### ASSIGNED TASK
Search the material below for the word "Мира". Copy every line that has it.

┌──

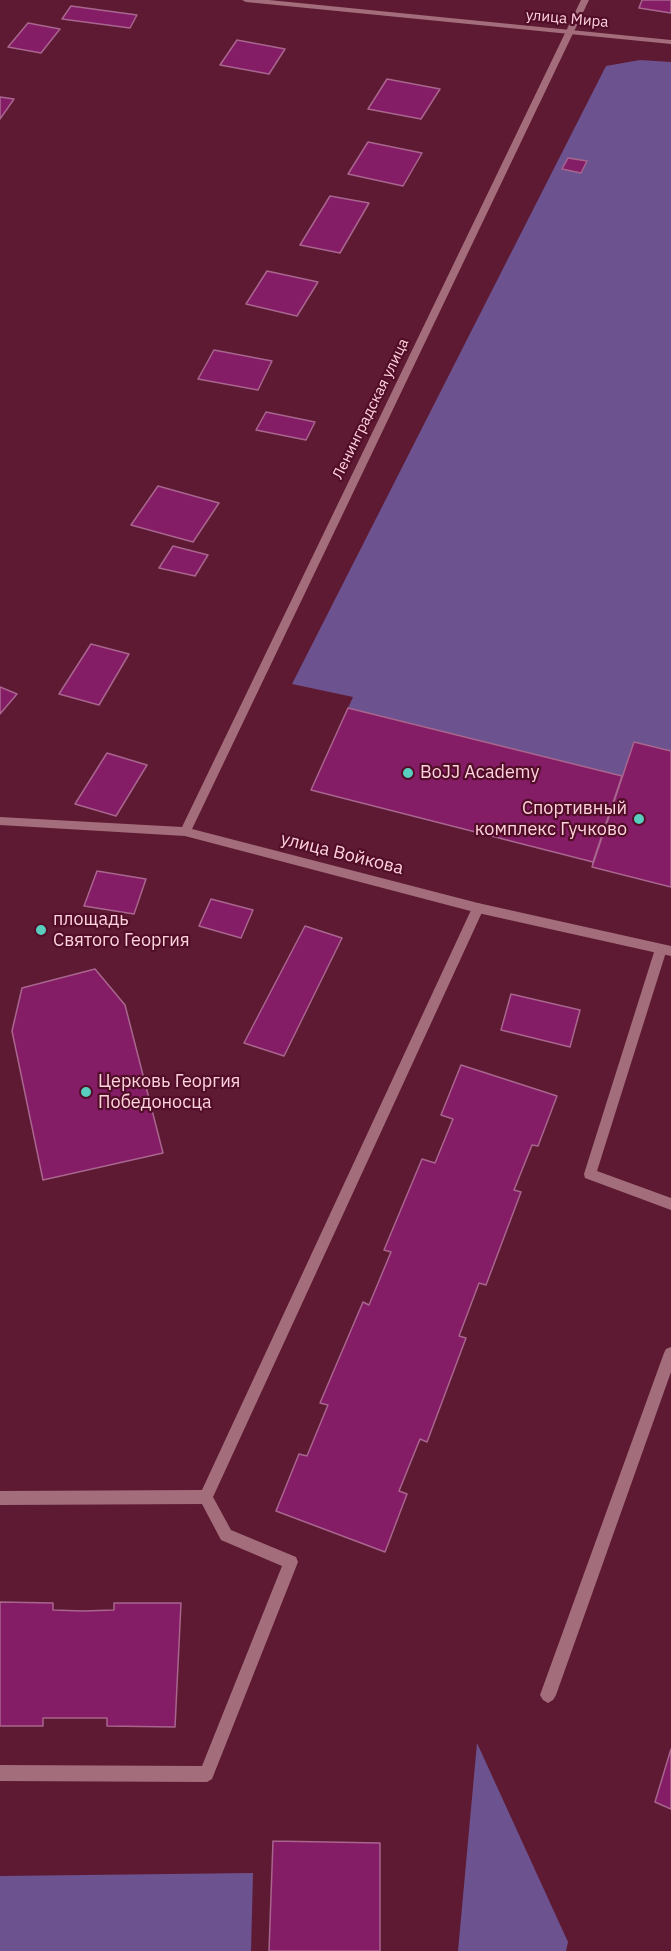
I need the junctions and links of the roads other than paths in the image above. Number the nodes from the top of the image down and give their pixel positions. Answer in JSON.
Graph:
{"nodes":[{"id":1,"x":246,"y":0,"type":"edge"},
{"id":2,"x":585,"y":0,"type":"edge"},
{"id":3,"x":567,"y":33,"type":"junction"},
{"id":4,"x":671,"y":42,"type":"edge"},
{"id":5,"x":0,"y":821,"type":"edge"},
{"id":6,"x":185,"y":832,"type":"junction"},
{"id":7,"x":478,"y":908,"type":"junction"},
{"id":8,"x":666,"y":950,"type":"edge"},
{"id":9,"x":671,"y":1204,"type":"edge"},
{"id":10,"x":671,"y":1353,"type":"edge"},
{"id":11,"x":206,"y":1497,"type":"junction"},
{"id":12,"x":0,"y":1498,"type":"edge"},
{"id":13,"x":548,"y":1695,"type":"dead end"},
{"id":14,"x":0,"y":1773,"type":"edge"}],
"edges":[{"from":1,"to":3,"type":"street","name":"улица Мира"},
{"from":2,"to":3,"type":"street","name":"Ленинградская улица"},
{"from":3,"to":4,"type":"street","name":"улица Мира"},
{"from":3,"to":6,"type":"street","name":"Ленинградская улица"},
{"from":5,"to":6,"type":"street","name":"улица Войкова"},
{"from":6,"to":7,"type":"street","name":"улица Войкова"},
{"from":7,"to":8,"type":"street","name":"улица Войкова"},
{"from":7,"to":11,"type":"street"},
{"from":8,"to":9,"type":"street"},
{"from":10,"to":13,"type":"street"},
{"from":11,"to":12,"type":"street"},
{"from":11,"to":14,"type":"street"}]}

└──

### RESPONSE TO THIS TASK
"edges":[{"from":1,"to":3,"type":"street","name":"улица Мира"},
{"from":3,"to":4,"type":"street","name":"улица Мира"},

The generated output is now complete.